— WORK ITEM —
Starting at the line that contains "pinky dip: (329, 342)", transcribe each line exactly through the last line of the data. Include nothing else.

— GIVEN DATA —
= Beginning of Section =

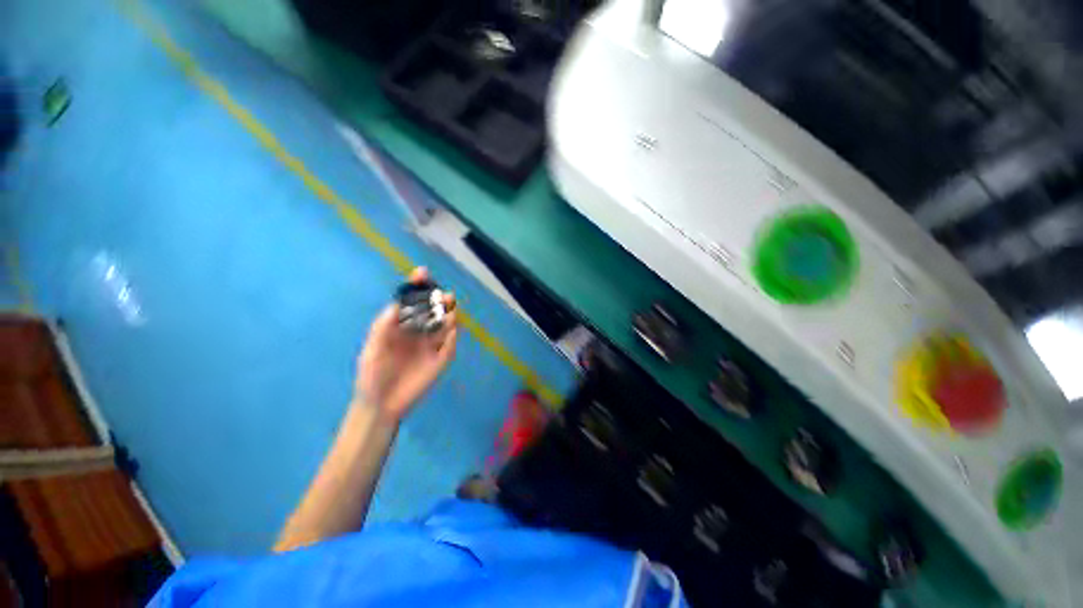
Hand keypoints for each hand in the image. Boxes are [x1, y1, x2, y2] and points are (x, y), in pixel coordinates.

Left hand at [355, 268, 457, 423]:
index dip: (417, 286)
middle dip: (439, 300)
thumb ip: (383, 327)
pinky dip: (452, 338)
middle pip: (433, 311)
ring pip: (445, 326)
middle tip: (445, 296)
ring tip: (450, 311)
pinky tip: (451, 334)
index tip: (422, 272)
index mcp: (401, 326)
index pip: (412, 302)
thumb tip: (396, 303)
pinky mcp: (441, 360)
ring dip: (449, 316)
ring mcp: (432, 346)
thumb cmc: (372, 376)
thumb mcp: (372, 349)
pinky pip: (450, 346)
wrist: (381, 405)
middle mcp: (419, 332)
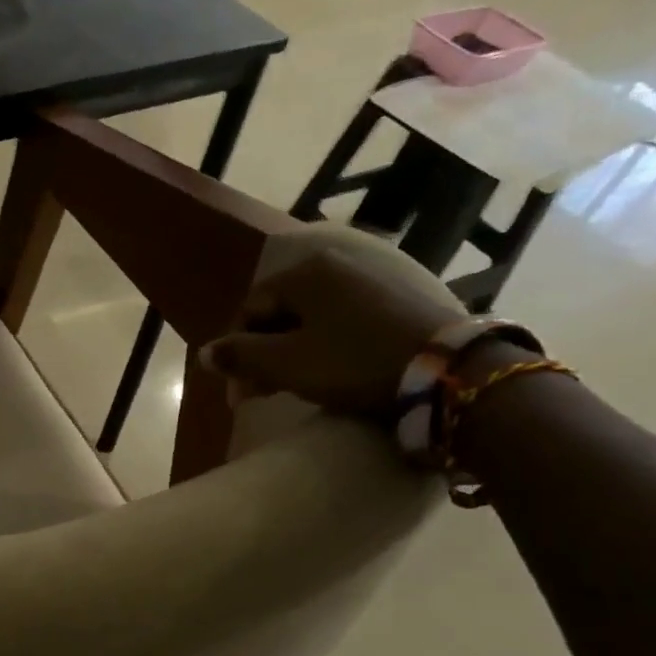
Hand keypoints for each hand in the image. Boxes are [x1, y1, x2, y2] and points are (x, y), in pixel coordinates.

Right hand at [201, 233, 463, 415]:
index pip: (250, 309)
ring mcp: (373, 276)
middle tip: (263, 393)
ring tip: (296, 384)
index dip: (237, 352)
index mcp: (304, 272)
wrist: (451, 370)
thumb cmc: (355, 362)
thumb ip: (239, 356)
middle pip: (281, 311)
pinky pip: (346, 317)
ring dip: (295, 350)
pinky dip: (329, 342)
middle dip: (265, 353)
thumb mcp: (286, 364)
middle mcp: (336, 262)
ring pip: (313, 316)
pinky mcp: (401, 295)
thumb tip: (204, 354)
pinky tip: (333, 367)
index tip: (240, 393)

= End of Section =

— YOUR RESPONSE —
pinky dip: (329, 342)
middle dip: (265, 353)
thumb mcp: (286, 364)
middle mcp: (336, 262)
ring pip: (313, 316)
pinky mcp: (401, 295)
thumb tip: (204, 354)
pinky tip: (333, 367)
index tip: (240, 393)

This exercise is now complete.